* Requirement
Your copy should hold every record verbatim and none of the pictures.
BEGIN
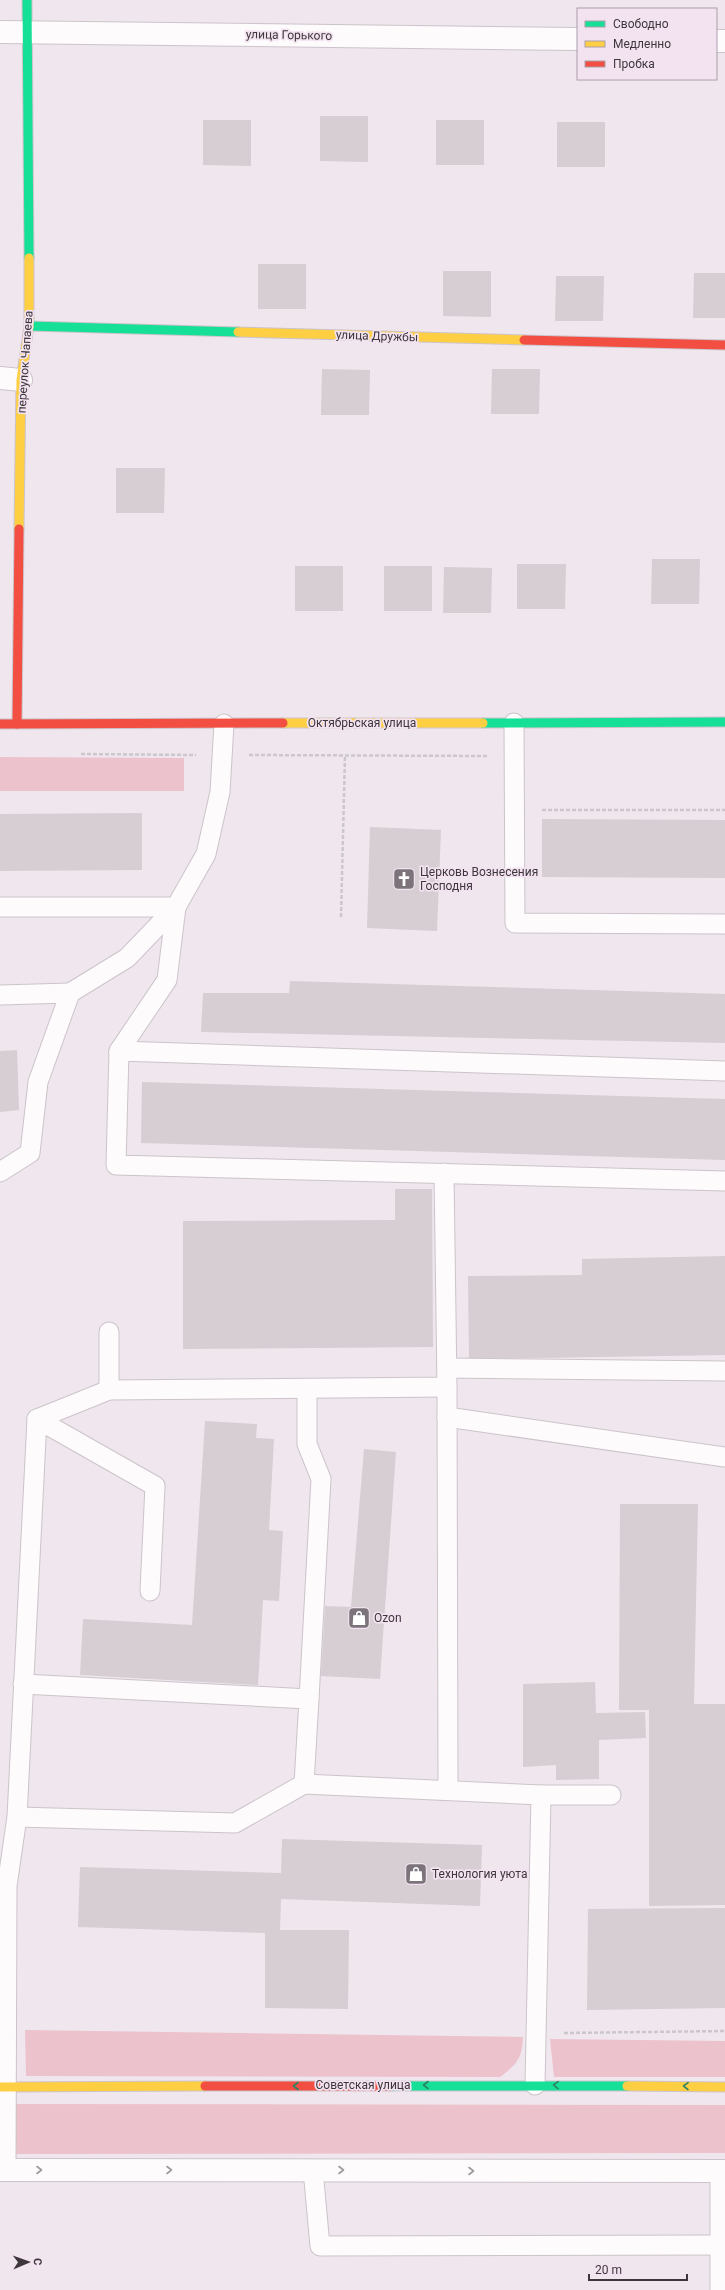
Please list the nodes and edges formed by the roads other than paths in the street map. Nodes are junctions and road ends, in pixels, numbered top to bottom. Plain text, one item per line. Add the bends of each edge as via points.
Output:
1 (27, 0) edge
2 (0, 32) edge
3 (26, 32) junction
4 (577, 39) edge
5 (29, 326) junction
6 (725, 345) edge
7 (11, 379) edge
8 (725, 722) edge
9 (514, 723) junction
10 (0, 724) edge
11 (17, 724) junction
12 (224, 724) junction
13 (0, 907) edge
14 (176, 907) junction
15 (725, 924) edge
16 (70, 993) junction
17 (0, 995) edge
18 (119, 1051) junction
19 (725, 1071) edge
20 (0, 1172) edge
21 (444, 1173) junction
22 (725, 1181) edge
23 (109, 1332) dead end
24 (447, 1368) junction
25 (725, 1371) edge
26 (447, 1387) junction
27 (307, 1389) junction
28 (109, 1390) junction
29 (447, 1417) junction
30 (37, 1419) junction
31 (725, 1457) edge
32 (150, 1591) dead end
33 (24, 1684) junction
34 (309, 1699) junction
35 (304, 1784) junction
36 (448, 1790) junction
37 (541, 1795) junction
38 (611, 1795) dead end
39 (17, 1817) junction
40 (4, 1886) edge
41 (535, 2085) junction
42 (3, 2087) edge
43 (725, 2087) edge
44 (3, 2170) edge
45 (313, 2170) junction
46 (722, 2171) edge
47 (720, 2245) junction
48 (720, 2290) edge

1 - 3 street, переулок Чапаева
2 - 3 street, улица Горького
3 - 4 street, улица Горького
3 - 5 street, переулок Чапаева
5 - 6 street, улица Дружбы
5 - 7 street, переулок Чапаева
7 - 11 street, переулок Чапаева
8 - 9 street, Октябрьская улица
9 - 12 street, Октябрьская улица
9 - 15 lane via 515,923
10 - 11 street, Октябрьская улица
11 - 12 street, Октябрьская улица
12 - 14 lane via 220,792 206,854
13 - 14 lane
14 - 16 lane via 127,958
14 - 18 lane via 167,980
16 - 17 lane
16 - 20 lane via 38,1082 30,1153
18 - 19 lane
18 - 21 lane via 116,1165
21 - 22 lane
21 - 24 lane
23 - 28 lane
24 - 25 lane
24 - 26 lane
26 - 27 lane
26 - 29 lane
27 - 28 lane
27 - 34 lane via 307,1444 320,1479
28 - 30 lane
29 - 31 lane
29 - 36 lane
30 - 32 lane via 155,1486
30 - 33 lane
33 - 34 lane
33 - 39 lane
34 - 35 lane
35 - 36 lane
35 - 39 lane via 235,1823
36 - 37 lane
37 - 38 lane
37 - 41 lane
39 - 40 lane
40 - 42 lane
41 -> 42 street, Советская улица
43 -> 41 street, Советская улица
42 - 44 lane
44 -> 45 street
45 -> 46 street
45 - 47 lane via 320,2246
46 - 47 lane
47 - 48 lane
END
* Reply to the task
Please list the nodes and edges formed by the roads other than paths in the street map. Nodes are junctions and road ends, in pixels, numbered top to bottom. Plain text, one item per line. Add the bends of each edge as via points.
Output:
1 (27, 0) edge
2 (0, 32) edge
3 (26, 32) junction
4 (577, 39) edge
5 (29, 326) junction
6 (725, 345) edge
7 (11, 379) edge
8 (725, 722) edge
9 (514, 723) junction
10 (0, 724) edge
11 (17, 724) junction
12 (224, 724) junction
13 (0, 907) edge
14 (176, 907) junction
15 (725, 924) edge
16 (70, 993) junction
17 (0, 995) edge
18 (119, 1051) junction
19 (725, 1071) edge
20 (0, 1172) edge
21 (444, 1173) junction
22 (725, 1181) edge
23 (109, 1332) dead end
24 (447, 1368) junction
25 (725, 1371) edge
26 (447, 1387) junction
27 (307, 1389) junction
28 (109, 1390) junction
29 (447, 1417) junction
30 (37, 1419) junction
31 (725, 1457) edge
32 (150, 1591) dead end
33 (24, 1684) junction
34 (309, 1699) junction
35 (304, 1784) junction
36 (448, 1790) junction
37 (541, 1795) junction
38 (611, 1795) dead end
39 (17, 1817) junction
40 (4, 1886) edge
41 (535, 2085) junction
42 (3, 2087) edge
43 (725, 2087) edge
44 (3, 2170) edge
45 (313, 2170) junction
46 (722, 2171) edge
47 (720, 2245) junction
48 (720, 2290) edge

1 - 3 street, переулок Чапаева
2 - 3 street, улица Горького
3 - 4 street, улица Горького
3 - 5 street, переулок Чапаева
5 - 6 street, улица Дружбы
5 - 7 street, переулок Чапаева
7 - 11 street, переулок Чапаева
8 - 9 street, Октябрьская улица
9 - 12 street, Октябрьская улица
9 - 15 lane via 515,923
10 - 11 street, Октябрьская улица
11 - 12 street, Октябрьская улица
12 - 14 lane via 220,792 206,854
13 - 14 lane
14 - 16 lane via 127,958
14 - 18 lane via 167,980
16 - 17 lane
16 - 20 lane via 38,1082 30,1153
18 - 19 lane
18 - 21 lane via 116,1165
21 - 22 lane
21 - 24 lane
23 - 28 lane
24 - 25 lane
24 - 26 lane
26 - 27 lane
26 - 29 lane
27 - 28 lane
27 - 34 lane via 307,1444 320,1479
28 - 30 lane
29 - 31 lane
29 - 36 lane
30 - 32 lane via 155,1486
30 - 33 lane
33 - 34 lane
33 - 39 lane
34 - 35 lane
35 - 36 lane
35 - 39 lane via 235,1823
36 - 37 lane
37 - 38 lane
37 - 41 lane
39 - 40 lane
40 - 42 lane
41 -> 42 street, Советская улица
43 -> 41 street, Советская улица
42 - 44 lane
44 -> 45 street
45 -> 46 street
45 - 47 lane via 320,2246
46 - 47 lane
47 - 48 lane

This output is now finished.